On ne peut examiner les rapports sociaux fondés sur la dominance (qu’ils soient professionnels ou
non) sans prendre en compte des facteurs biologiques actifs que sont les hormones, en particulier
stéroïdes. Une hormone est une molécule produite par le système endocrinien en réponse à une
stimulation, afin de maintenir une homéostasie, un équilibre interne. Cette réponse comprend parfois
une modulation de l’état affectif.
Depuis plusieurs années, on sait que la testostérone (présente à la fois chez les hommes et les
femmes, à des teneurs différentes) prédispose à la réduction des appréhensions et à l’acceptation d’un
affrontement éventuel. Ainsi, des hommes présentant des taux de testostérone (T) supérieurs à la
moyenne sont davantage susceptibles de refuser des offres pécuniaires jugées injustes ou inéquitables.
Une étude récente a montré que les taux de T étaient inversement corrélés (r = -0,82) à l’activation
des noyaux amygdaliens (souvent activés en cas de risque ou de danger et induisant un sentiment de
peur). Cela signifie que plus les teneurs en T sont élevées, plus l’anxiété ou l’appréhension suscitée
par l’activation de l’amygdale est atténuée, et plus l’éventualité d’une agressivité est élevée. Cette
corrélation n’est pas observée chez la femme qui présente une teneur en T d’un cinquième environ de
celle de l’homme. L’hormone T est aussi liée au processus de mémorisation et à celui de cognition
spatiale.

1
CHIAO J.Y ., HARADA T, OBY E. R, LI Z., PARRISH T. et BRIDGE D. J. (2009) « Neural representations of social status
hierarchy in human inferior parietal cortex », Neuropsychologia, 47, 2, 354-363.
Par ailleurs, l’ocytocine (OT) – une hormone sécrétée par l’hypothalamus – contribue
puissamment au tissage de liens sociaux et à la création de liens affectifs ou affiliatifs (maternage, par
exemple). Chez la femme enceinte, l’OT (en présence d’œstrogène) accélère le travail de
l’accouchement et stimule la lactation. Chez l’homme, elle suscite un plus grand désir d’affiliation et
une propension plus grande à faire confiance : les informations positives sont alors renforcées par
rapport aux informations de nature négative. L’OT renforce aussi le processus d’encodage en mémoire
des souvenirs sociaux positifs.
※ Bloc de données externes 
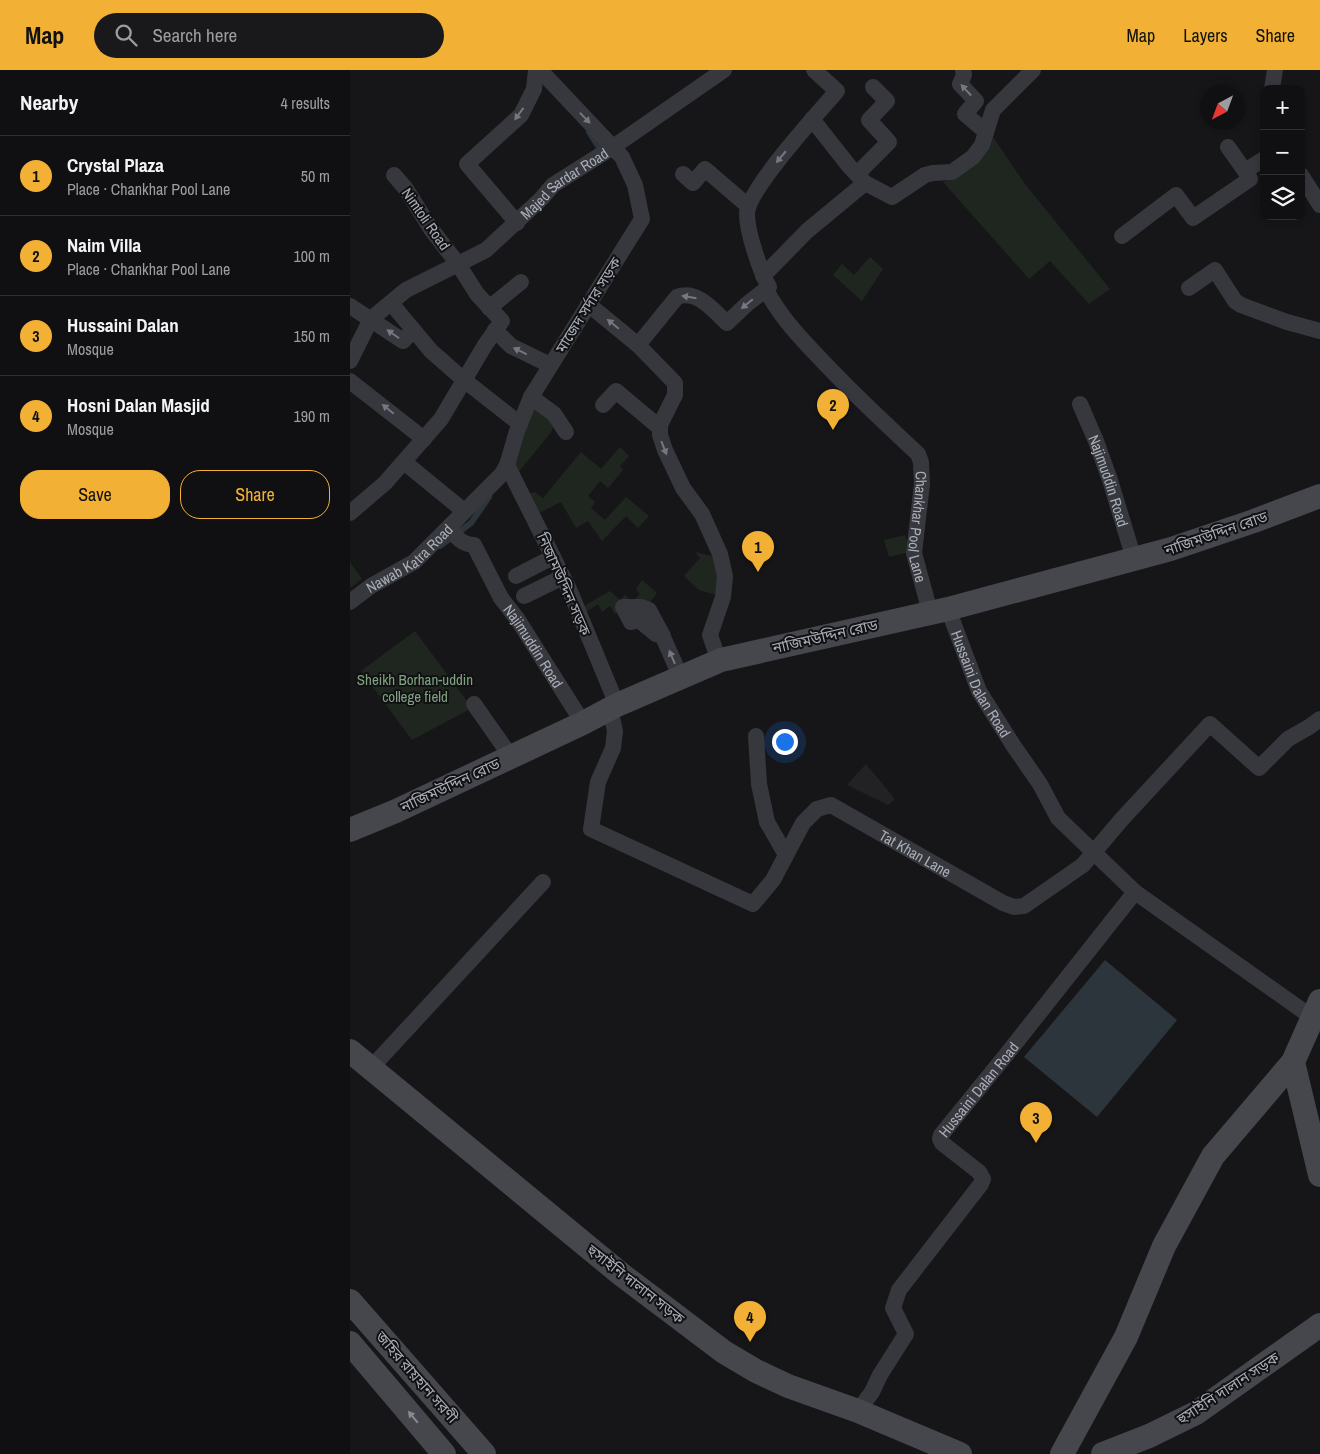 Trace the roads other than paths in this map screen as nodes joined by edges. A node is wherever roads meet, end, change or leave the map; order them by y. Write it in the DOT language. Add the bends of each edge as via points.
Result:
graph roads {
  1 [pos="536,70"];
  2 [pos="540,70"];
  3 [pos="724,70"];
  4 [pos="814,70"];
  5 [pos="963,70"];
  6 [pos="1034,70"];
  7 [pos="1275,70"];
  8 [pos="1273,85"];
  9 [pos="873,87"];
  10 [pos="812,120"];
  11 [pos="986,132"];
  12 [pos="613,146"];
  13 [pos="1228,147"];
  14 [pos="1260,161"];
  15 [pos="1245,171"];
  16 [pos="683,174"];
  17 [pos="394,175"];
  18 [pos="861,179"];
  19 [pos="1305,181"];
  20 [pos="1320,205"];
  21 [pos="748,206"];
  22 [pos="517,223"];
  23 [pos="1122,236"];
  24 [pos="462,262"];
  25 [pos="521,282"];
  26 [pos="765,283"];
  27 [pos="1189,288"];
  28 [pos="391,303"];
  29 [pos="588,304"];
  30 [pos="350,306"];
  31 [pos="489,308"];
  32 [pos="371,319"];
  33 [pos="413,330"];
  34 [pos="496,330"];
  35 [pos="1320,331"];
  36 [pos="638,345"];
  37 [pos="350,361"];
  38 [pos="550,365"];
  39 [pos="464,380"];
  40 [pos="350,381"];
  41 [pos="531,397"];
  42 [pos="1080,404"];
  43 [pos="603,405"];
  44 [pos="520,424"];
  45 [pos="659,427"];
  46 [pos="566,432"];
  47 [pos="424,439"];
  48 [pos="404,462"];
  49 [pos="508,465"];
  50 [pos="1320,496"];
  51 [pos="352,506"];
  52 [pos="464,511"];
  53 [pos="450,526"];
  54 [pos="553,557"];
  55 [pos="1134,559"];
  56 [pos="516,576"];
  57 [pos="563,577"];
  58 [pos="524,596"];
  59 [pos="350,602"];
  60 [pos="939,610"];
  61 [pos="663,636"];
  62 [pos="719,661"];
  63 [pos="681,678"];
  64 [pos="474,704"];
  65 [pos="613,707"];
  66 [pos="1320,718"];
  67 [pos="583,723"];
  68 [pos="756,736"];
  69 [pos="511,757"];
  70 [pos="350,830"];
  71 [pos="1093,854"];
  72 [pos="786,855"];
  73 [pos="543,882"];
  74 [pos="1135,892"];
  75 [pos="1316,1010"];
  76 [pos="350,1051"];
  77 [pos="1293,1062"];
  78 [pos="372,1068"];
  79 [pos="1320,1176"];
  80 [pos="350,1300"];
  81 [pos="1320,1324"];
  82 [pos="350,1343"];
  83 [pos="858,1411"];
  84 [pos="444,1454"];
  85 [pos="484,1454"];
  86 [pos="960,1454"];
  87 [pos="1062,1454"];
  88 [pos="1103,1454"];
  1 -- 22 [label="street, Majed Sardar Road, one-way" via="534,89 521,115 467,164"];
  2 -- 12 [label="street, মাজেদ সর্দার সড়ক, one-way"];
  3 -- 12 [label="street, Majed Sardar Road"];
  4 -- 10 [label="street" via="837,91"];
  11 -- 5 [label="street, one-way" via="962,118 976,101 960,84"];
  6 -- 11 [label="street" via="993,110"];
  7 -- 8 [label="street"];
  9 -- 18 [label="street" via="887,101 869,120 889,142"];
  10 -- 18 [label="street"];
  10 -- 21 [label="street, one-way" via="774,165"];
  11 -- 18 [label="street" via="982,145 973,156 952,172 925,175 892,197"];
  12 -- 22 [label="street, Majed Sardar Road" via="553,185"];
  12 -- 29 [label="street, মাজেদ সর্দার সড়ক" via="635,185 642,220"];
  13 -- 15 [label="street"];
  14 -- 15 [label="street"];
  15 -- 23 [label="street" via="1250,179 1193,218 1176,195"];
  16 -- 21 [label="street" via="693,183 705,169"];
  17 -- 24 [label="street, Nimtoli Road" via="431,229"];
  18 -- 26 [label="street" via="807,231"];
  19 -- 20 [label="street"];
  21 -- 26 [label="street, Chankhar Pool Lane" via="746,214"];
  22 -- 24 [label="street, Majed Sardar Road" via="486,250"];
  24 -- 28 [label="street" via="406,290"];
  24 -- 31 [label="street" via="477,294"];
  25 -- 31 [label="street"];
  26 -- 36 [label="street, one-way" via="727,323 703,300 681,295"];
  26 -- 60 [label="street, Chankhar Pool Lane" via="777,310 798,337 862,403 918,454 922,484 914,552"];
  27 -- 35 [label="street" via="1215,270 1241,305"];
  28 -- 32 [label="street"];
  28 -- 33 [label="street"];
  36 -- 29 [label="street, one-way"];
  29 -- 38 [label="street, মাজেদ সর্দার সড়ক"];
  30 -- 32 [label="street"];
  31 -- 34 [label="street" via="502,321"];
  33 -- 32 [label="street, one-way" via="404,341"];
  32 -- 37 [label="street"];
  33 -- 39 [label="street"];
  38 -- 34 [label="street, one-way" via="511,346"];
  34 -- 39 [label="street"];
  36 -- 45 [label="street" via="675,383 676,395"];
  38 -- 41 [label="street, মাজেদ সর্দার সড়ক"];
  39 -- 44 [label="street"];
  39 -- 47 [label="street" via="441,419"];
  47 -- 40 [label="street, one-way"];
  41 -- 44 [label="street, মাজেদ সর্দার সড়ক"];
  41 -- 46 [label="street" via="554,414"];
  42 -- 55 [label="street, Najimuddin Road" via="1107,472"];
  43 -- 45 [label="street" via="616,391"];
  44 -- 49 [label="street, মাজেদ সর্দার সড়ক"];
  45 -- 62 [label="street, one-way" via="662,445 720,554 725,576 723,597 710,635"];
  47 -- 48 [label="street"];
  48 -- 51 [label="street" via="385,482"];
  48 -- 52 [label="street, Nawab Katra Road"];
  49 -- 52 [label="street, Nawab Katra Road"];
  49 -- 54 [label="street, নিজামউদ্দিন সড়ক"];
  50 -- 55 [label="street, নাজিমউদ্দিন রোড" via="1254,521"];
  52 -- 53 [label="street, Nawab Katra Road"];
  53 -- 59 [label="street, Nawab Katra Road" via="414,562"];
  53 -- 67 [label="street, Najimuddin Road" via="454,535 465,544 474,545 501,598"];
  54 -- 56 [label="street"];
  54 -- 57 [label="street, নিজামউদ্দিন সড়ক"];
  55 -- 60 [label="street, নাজিমউদ্দিন রোড"];
  57 -- 58 [label="street, Najimuddin Road"];
  57 -- 65 [label="street, নিজামউদ্দিন সড়ক"];
  60 -- 62 [label="street, নাজিমউদ্দিন রোড"];
  60 -- 71 [label="street, Hussaini Dalan Road" via="979,691 1040,784 1058,818"];
  63 -- 61 [label="street, one-way"];
  62 -- 63 [label="street, নাজিমউদ্দিন রোড"];
  63 -- 65 [label="street, নাজিমউদ্দিন রোড"];
  64 -- 69 [label="street"];
  65 -- 67 [label="street, নাজিমউদ্দিন রোড"];
  65 -- 72 [label="street, Tat Khan Lane" via="613,748 598,782 591,830 753,904 773,880"];
  66 -- 71 [label="street, Tat Khan Lane" via="1288,739 1259,768 1210,724"];
  67 -- 69 [label="street, নাজিমউদ্দিন রোড"];
  68 -- 72 [label="street" via="767,822"];
  69 -- 70 [label="street, নাজিমউদ্দিন রোড"];
  71 -- 72 [label="street, Tat Khan Lane" via="1083,865 1024,906 1003,903 830,805 817,809 802,823"];
  71 -- 74 [label="street, Hussaini Dalan Road"];
  73 -- 78 [label="street"];
  74 -- 75 [label="street, Hussaini Dalan Road"];
  74 -- 83 [label="street, Hussaini Dalan Road" via="941,1135 942,1143 979,1172 983,1179 899,1290 893,1308 906,1334"];
  75 -- 77 [label="street"];
  76 -- 78 [label="street, হুসাইনি দালান সড়ক"];
  77 -- 79 [label="street"];
  77 -- 87 [label="street" via="1213,1156 1164,1246 1126,1338"];
  78 -- 83 [label="street, হুসাইনি দালান সড়ক" via="622,1275 724,1352 788,1386"];
  80 -- 85 [label="street, জহির রায়হান সরণী"];
  81 -- 88 [label="street, হুসাইনি দালান সড়ক" via="1196,1413"];
  84 -- 82 [label="street, one-way"];
  83 -- 86 [label="street, হুসাইনি দালান সড়ক"];
}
De simples gestes tendres ou des baisers amoureux suffisent à produire
naturellement cette hormone chez l’homme ou la femme. Par ailleurs, si l’on instille à des sujets
volontaires de l’OT en pleine transaction économique, on constatera la manifestation d’une plus
grande confiance envers son partenaire 2. Par extrapolation, le fait d’instaurer une relation chaleureuse
avec un client en magasin est susceptible de faciliter la mémorisation de points-clés de l’argumentaire.
Les hormones peuvent donc avoir des incidences comportementales et cognitives mais la
réciproque est également vraie. La soumission régulière, chronique, d’un individu à un stress, à des
échecs répétés, à des défaites, concourt à la chute du taux de T 3 chez l’homme. Par exemple, des
supporters de football dont l’équipe perd, ou encore des joueurs d’échecs battus, voient leur taux de
testostérone baisser. À l’identique, au soir de l’élection présidentielle américaine, qui vit la victoire
démocrate de Barack Obama, les électeurs républicains du ticket McCain-Palin ou de Barr, subirent
une chute sensible de leur taux de T, tandis que les partisans démocrates présentaient des taux stables.
Cela apporte un éclairage complémentaire dans le domaine du marketing politique ou concurrentiel.

2
Voir l’article de HEINRICHS M., von DAWANS B. et DOMES G. (2009) « Oxytocin, vasopressin and human social
behavior », Frontiers in Neuroendocrinology, 30, 4, 548-557.

3
La soumission à un stress génère en soi une cascade d’événements biochimiques qui aboutissent à la
libération de cortisol, hormone bénéfique à la mémorisation à petites doses, mais délétères à fortes doses pour
le système immunitaire et l’équilibre de l’humeur.